(Stored data entries)
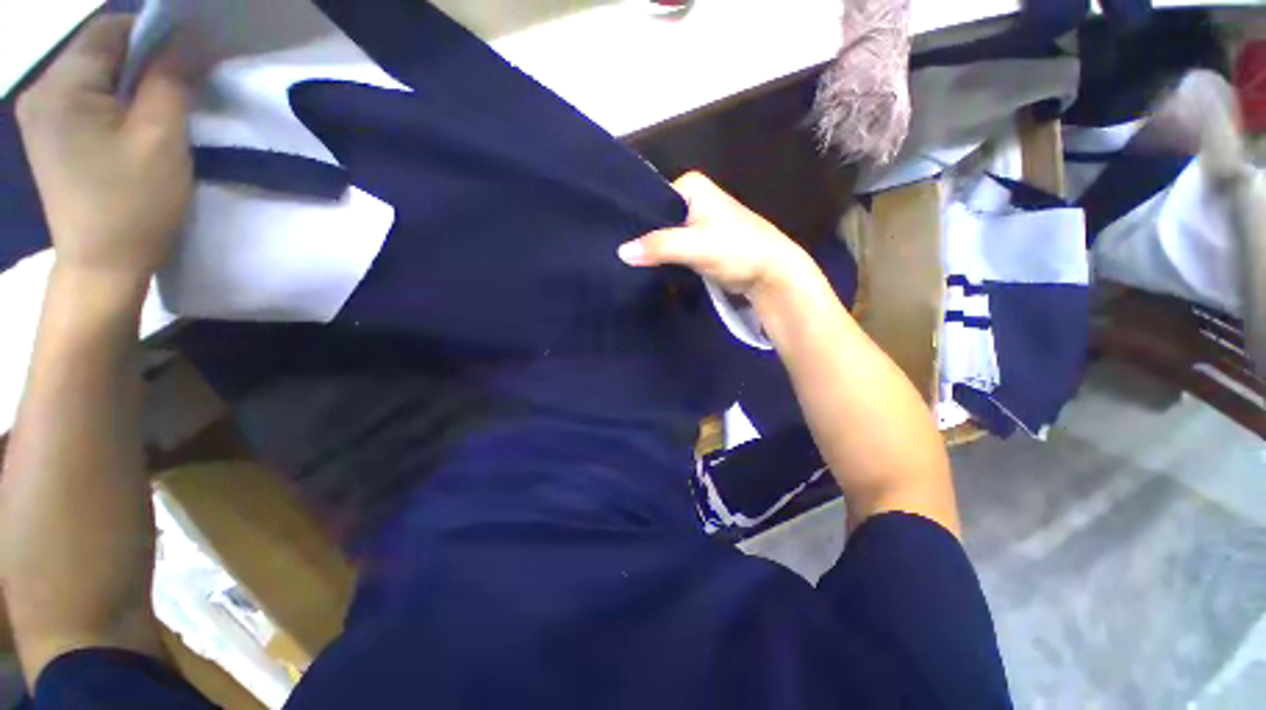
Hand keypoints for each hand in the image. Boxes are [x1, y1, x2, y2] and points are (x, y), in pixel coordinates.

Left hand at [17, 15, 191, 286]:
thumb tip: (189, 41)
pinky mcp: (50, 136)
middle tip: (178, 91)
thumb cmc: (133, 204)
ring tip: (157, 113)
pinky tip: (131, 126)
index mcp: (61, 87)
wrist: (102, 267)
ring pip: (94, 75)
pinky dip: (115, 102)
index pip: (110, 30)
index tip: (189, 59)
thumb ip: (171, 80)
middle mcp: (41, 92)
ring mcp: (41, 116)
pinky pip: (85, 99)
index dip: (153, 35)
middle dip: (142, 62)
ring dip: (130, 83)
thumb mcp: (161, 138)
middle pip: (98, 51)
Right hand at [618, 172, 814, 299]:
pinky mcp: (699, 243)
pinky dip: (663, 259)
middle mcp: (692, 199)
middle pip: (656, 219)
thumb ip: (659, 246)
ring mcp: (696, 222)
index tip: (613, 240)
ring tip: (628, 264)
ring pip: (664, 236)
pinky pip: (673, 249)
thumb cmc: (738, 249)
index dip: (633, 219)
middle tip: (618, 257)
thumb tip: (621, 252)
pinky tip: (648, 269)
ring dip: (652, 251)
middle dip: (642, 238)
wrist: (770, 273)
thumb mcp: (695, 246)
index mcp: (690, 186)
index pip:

• _Task description_: Nothing but the lines from the first line of the data through the line with "pinky dip: (663, 259)" belongs in the answer, copied exactly and without pictures.

• _Result of this exercise_:
Hand keypoints for each hand in the image. Boxes are [x1, y1, x2, y2] and points are (x, y), in pixel coordinates.

Left hand at [17, 15, 191, 286]:
thumb tip: (189, 41)
pinky mcp: (50, 136)
middle tip: (178, 91)
thumb cmc: (133, 204)
ring tip: (157, 113)
pinky tip: (131, 126)
index mcp: (61, 87)
wrist: (102, 267)
ring pip: (94, 75)
pinky dip: (115, 102)
index pip: (110, 30)
index tip: (189, 59)
thumb ip: (171, 80)
middle mcp: (41, 92)
ring mcp: (41, 116)
pinky pip: (85, 99)
index dip: (153, 35)
middle dip: (142, 62)
ring dip: (130, 83)
thumb mcp: (161, 138)
middle pip: (98, 51)
Right hand at [618, 172, 814, 299]:
pinky mcp: (699, 243)
pinky dip: (663, 259)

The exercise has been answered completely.